How do you decolonize a childhood? It has been something I have come to think about on a regular basis as I raise my son here. For me, reaching a new consciousness and realizing how crucial it is to preserve and reclaim my indigenous history came later than I would have liked. Understanding that our people were deserving of certain political and cultural considerations didn’t resonate until I got older. In short, knowing and understanding, deep within my bones, that my ancestry was as valid as my occupier’s didn’t hit home right away. But when it did, it felt as if everything I knew was stripped away, which was, at times, kind of painful. When you’re a mother, you want to safeguard your child from unnecessary pain in any way you know how.
Don’t get me wrong; I was raised to be proud of my heritage and to value life as a Chamorro, but my childhood was also flooded with half-narratives of our people’s history, normalized occupation and images of warfare, and ideas that somehow watered down the importance of learning my native language. It was not because my parents did anything wrong or forgot to do something right; it was because they were doing what they knew how to do. They were teaching me what they felt was important in order for me to have a good life. As children of people who emerged from concentration camps and slipped into American occupation, it was important to teach their children how to assimilate into American culture. During their time (and their parent’s time), an excellent command of English, pride in the American historical narrative, and a willingness to “forget” certain things paved the way toward social acceptance and sometimes, financial success.
In many ways, if not most ways, this is still true on Guam. We are, after all, still under American occupation. Knowing how to move forward and thrive under your circumstance is still an important skill that I am grateful to have had instilled within me. BUT, I also recognize that with each generation, we make small adjustments to spare our children from heartache, give them more confidence, and push them into adulthood more “complete” than we felt we may have been.
The collective consciousness of a people shifts and evolves. I am happy to see the direction Chamoru consciousness has been moving lately. When I read about the things many young adults from Guam are doing (both on and off-island), it makes me excited about the experiences and opportunities Vicente will have as he matures into a Chamoru man.
I still feel that books are one of the most powerful ways to instill interest and pride within my son. I probably feel this way because books were such a huge part of my childhood. If you read my last entry, then you know what great lengths I went to in order to secure books for myself.

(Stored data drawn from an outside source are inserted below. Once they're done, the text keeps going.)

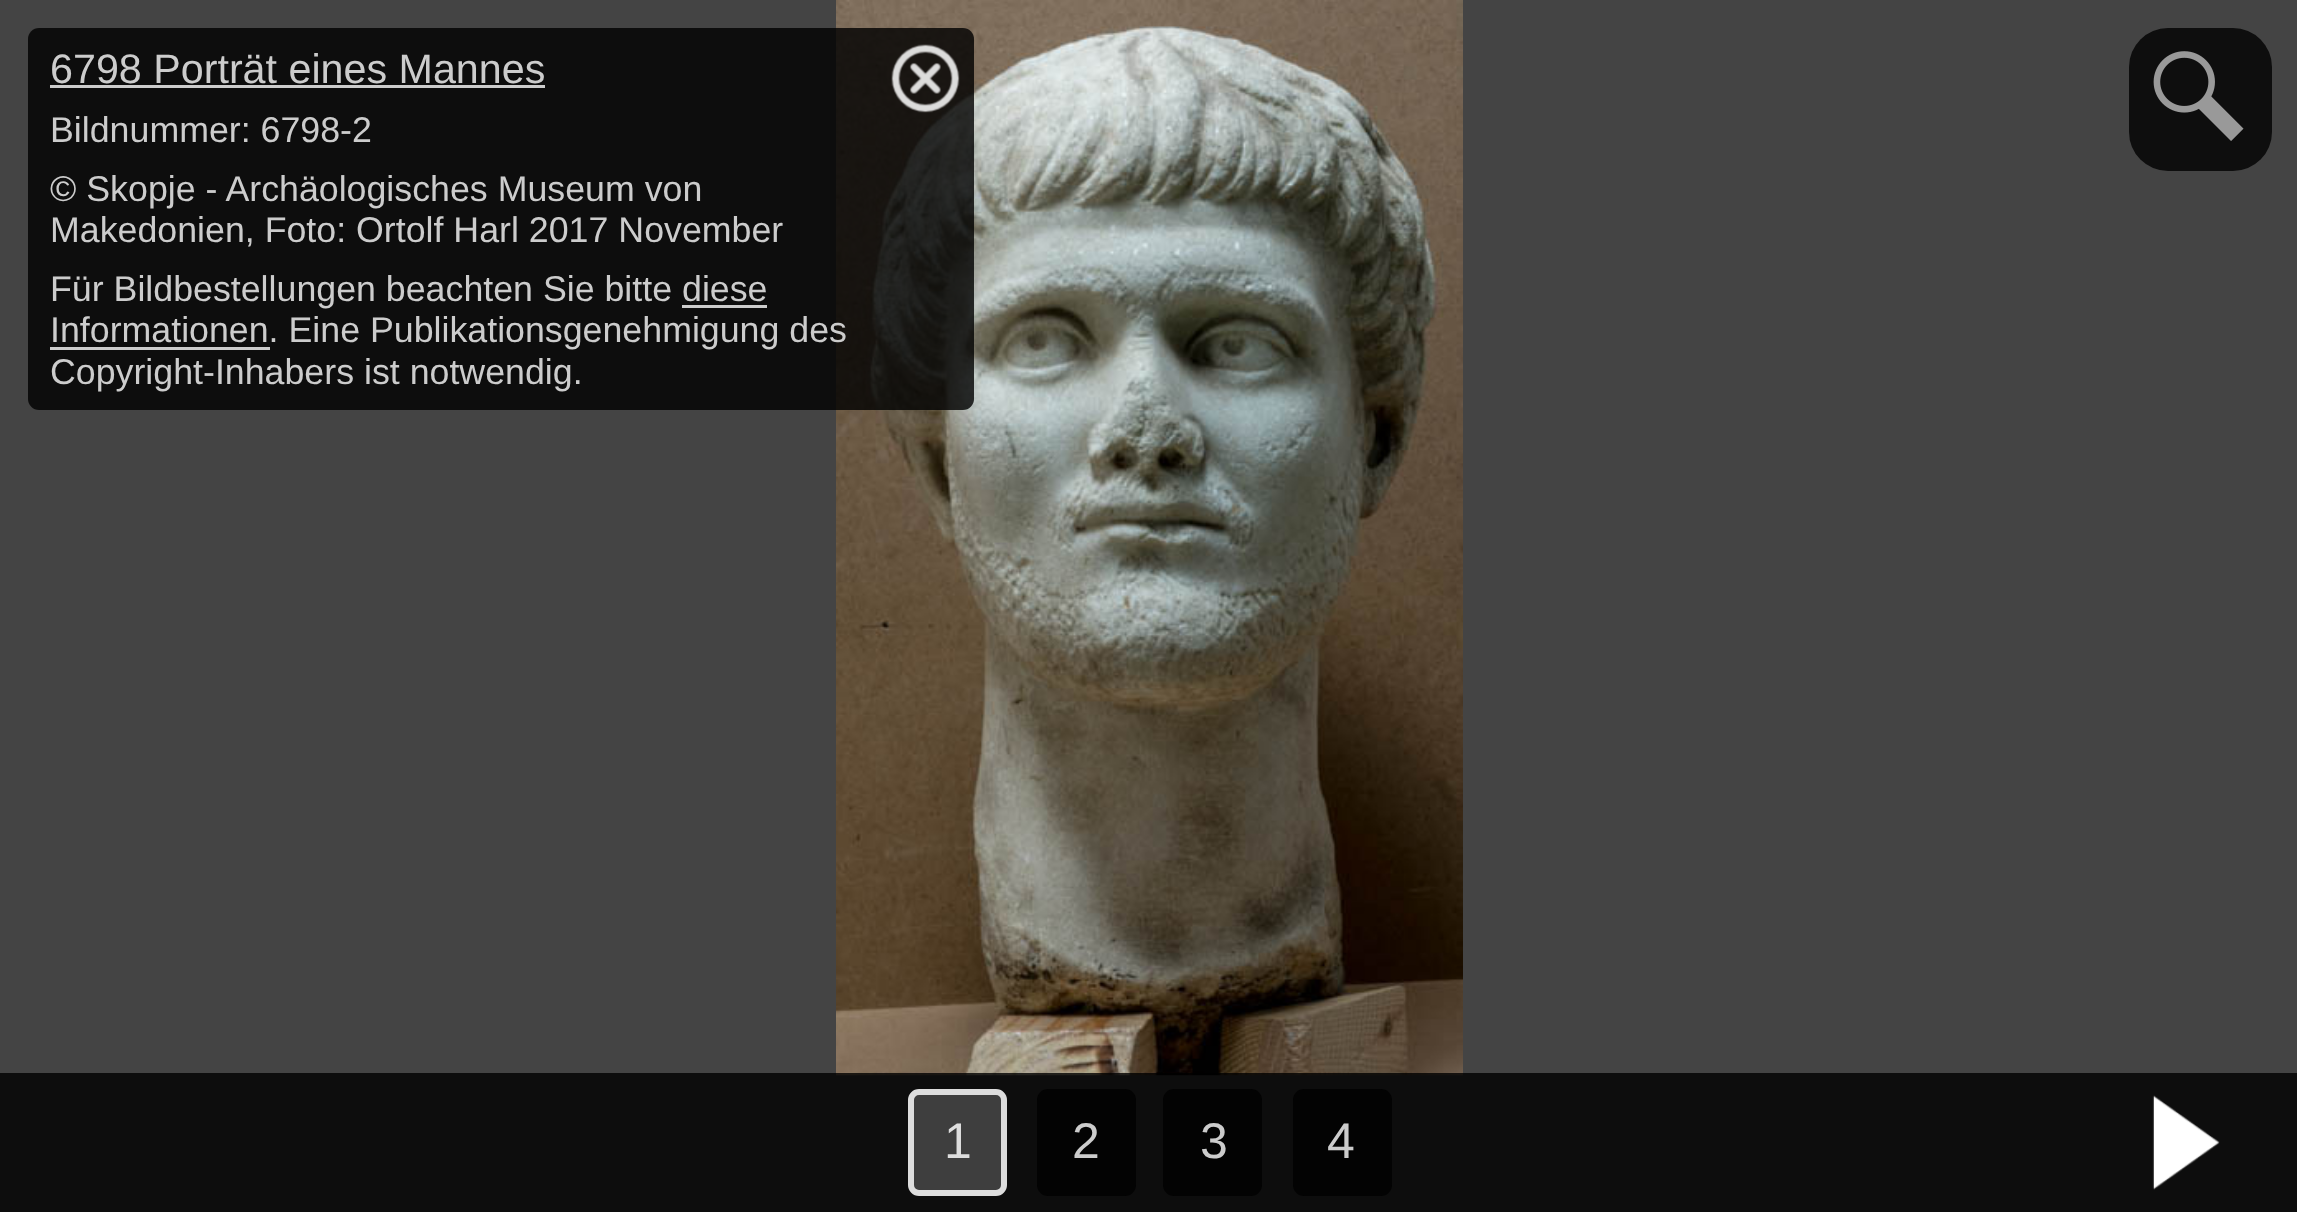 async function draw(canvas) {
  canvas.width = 2297
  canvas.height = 1212
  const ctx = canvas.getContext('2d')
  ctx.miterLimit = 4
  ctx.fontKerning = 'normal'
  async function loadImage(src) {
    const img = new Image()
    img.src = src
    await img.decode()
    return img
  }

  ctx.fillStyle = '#444'
  ctx.fillRect(0, 0, 2297, 1212)
  ctx.drawImage(await loadImage('image1.png'), 836, 0, 627, 1076)
  ctx.fillStyle = '#000000cc'
  ctx.beginPath()
  ctx.roundRect(28, 28, 946, 382, 11)
  ctx.fill()
  ctx.font = '41.25px Liberation Sans'
  ctx.fillStyle = '#ccc'
  ctx.fillText('6798 Porträt eines Mannes', 50, 83)
  ctx.fillRect(50, 85, 495, 3)
  ctx.drawImage(await loadImage('image0.png'), 891, 44, 69, 69)
  ctx.font = '35.75px Liberation Sans'
  ctx.fillText('Bildnummer: 6798-2', 50, 142)
  ctx.fillText('© Skopje - Archäologisches Museum von', 50, 201)
  ctx.fillText('Makedonien, Foto: Ortolf Harl 2017 November', 50, 242)
  ctx.fillText('Für Bildbestellungen beachten Sie bitte diese', 50, 301)
  ctx.fillRect(50, 347, 220, 3)
  ctx.fillText('Informationen. Eine Publikationsgenehmigung des', 50, 342)
  ctx.fillRect(682, 305, 85, 3)
  ctx.fillText('Copyright-Inhabers ist notwendig.', 50, 384)
  ctx.fillStyle = '#0e0e0e'
  ctx.beginPath()
  ctx.roundRect(2129, 28, 143, 143, 39)
  ctx.fill()
  ctx.drawImage(await loadImage('image2.png'), 2153, 51, 91, 90)
  ctx.fillStyle = '#000000cc'
  ctx.fillRect(0, 1073, 2297, 139)
  ctx.fillStyle = '#3e3e3e'
  ctx.beginPath()
  ctx.roundRect(911, 1092, 93, 101, 8)
  ctx.fill()
  ctx.strokeStyle = '#ddd'
  ctx.lineWidth = 6
  ctx.stroke()
  ctx.font = '50px Liberation Sans'
  ctx.fillStyle = '#ddd'
  ctx.fillText('1', 944, 1158)
  ctx.fillStyle = '#030303'
  ctx.beginPath()
  ctx.roundRect(1037, 1089, 99, 107, 11)
  ctx.fill()
  ctx.fillStyle = '#ccc'
  ctx.fillText('2', 1072, 1158)
  ctx.fillStyle = '#030303'
  ctx.beginPath()
  ctx.roundRect(1163, 1089, 99, 107, 11)
  ctx.fill()
  ctx.fillStyle = '#ccc'
  ctx.fillText('3', 1200, 1158)
  ctx.fillStyle = '#030303'
  ctx.beginPath()
  ctx.roundRect(1293, 1089, 99, 107, 11)
  ctx.fill()
  ctx.fillStyle = '#ccc'
  ctx.fillText('4', 1327, 1158)
  ctx.drawImage(await loadImage('image3.png'), 2152, 1095, 68, 95)
}

draw(document.querySelector('canvas'))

One year, my maternal grandmother presented me with a huge stack of thin, black and white children’s books printed on cheap paper. They were Chamorro children’s books used by the Guam Department of Education within their Chamorro classes. I fondly remember reading them with my father. I remember feeling very excited when he’d compliment me on my pronunciation or if I understood a word. They were a very special set of books because they were rare. Do you know how hard it is to find a Chamorro children’s book sometimes? Luckily, progress is being made here.
Last week, I wrote about a book that I felt attached to. This week I want to share with you about a Chamorro children’s book that Vicente loves. It’s also easy to find in local bookstores or online. Månnge’ Manhoben: Kin’s Day at the Ranch, by Christine Restuvog Quinata (Illustrated by Tanya Robinson) is one of Vicente’s favorite books. It’s the second of Quinata’s Månnge’ Manhoben collection. We have both books, but Vicente is most excited about this one. The reason I love the Månnge’ Manhoben books is because in addition to having a very “current” feel, they’re well made. When I was a little girl, CHamoru children’s books were often black and white, easy to break, and while the content was wonderful, they were just too easy for an aguaguat child to destroy. Vicente is sometimes called, Typhoon Tentee, so you can probably guess what it’s like once he gets his hands on something. The Månnge’ Manhoben books are printed on a sturdy cardboard and the illustrations are bright, cute, and fun. They make kids laugh.
Vicente is a little rancher. He loves going to his Papa’s ranch. He is really impressed by my mom’s brother, who likes to hunt and fish; and nothing is more exciting to Vicente than a binådu. When we read this book, he gets very worked up, shouting out the animal names and making animal noises. I think having fun children’s books, like Quinata’s, that center around life on Guam are so important. The book is set on Guam, at a ranch. That’s exactly what Vicente does! It’s not set in some stateside park or European garden, which he might have to try harder to relate to. Having a book written for you, as a child, is a very special thing. I think that many Western parents can take it for granted as they read their kids children’s books. When you’re a little kid growing up on Guam and you’re read books that are set in the states, you absorb them differently. There is something magical about a child immediately connecting his real life experience to the one being read about. It’s exciting for them! It’s motivating.
So, if you are a Chamoru mother who has yet to put one of Quinata’s books on your neni’s bookshelf, I highly recommend doing so. I haven’t met a child in my family who hasn’t enjoyed the book.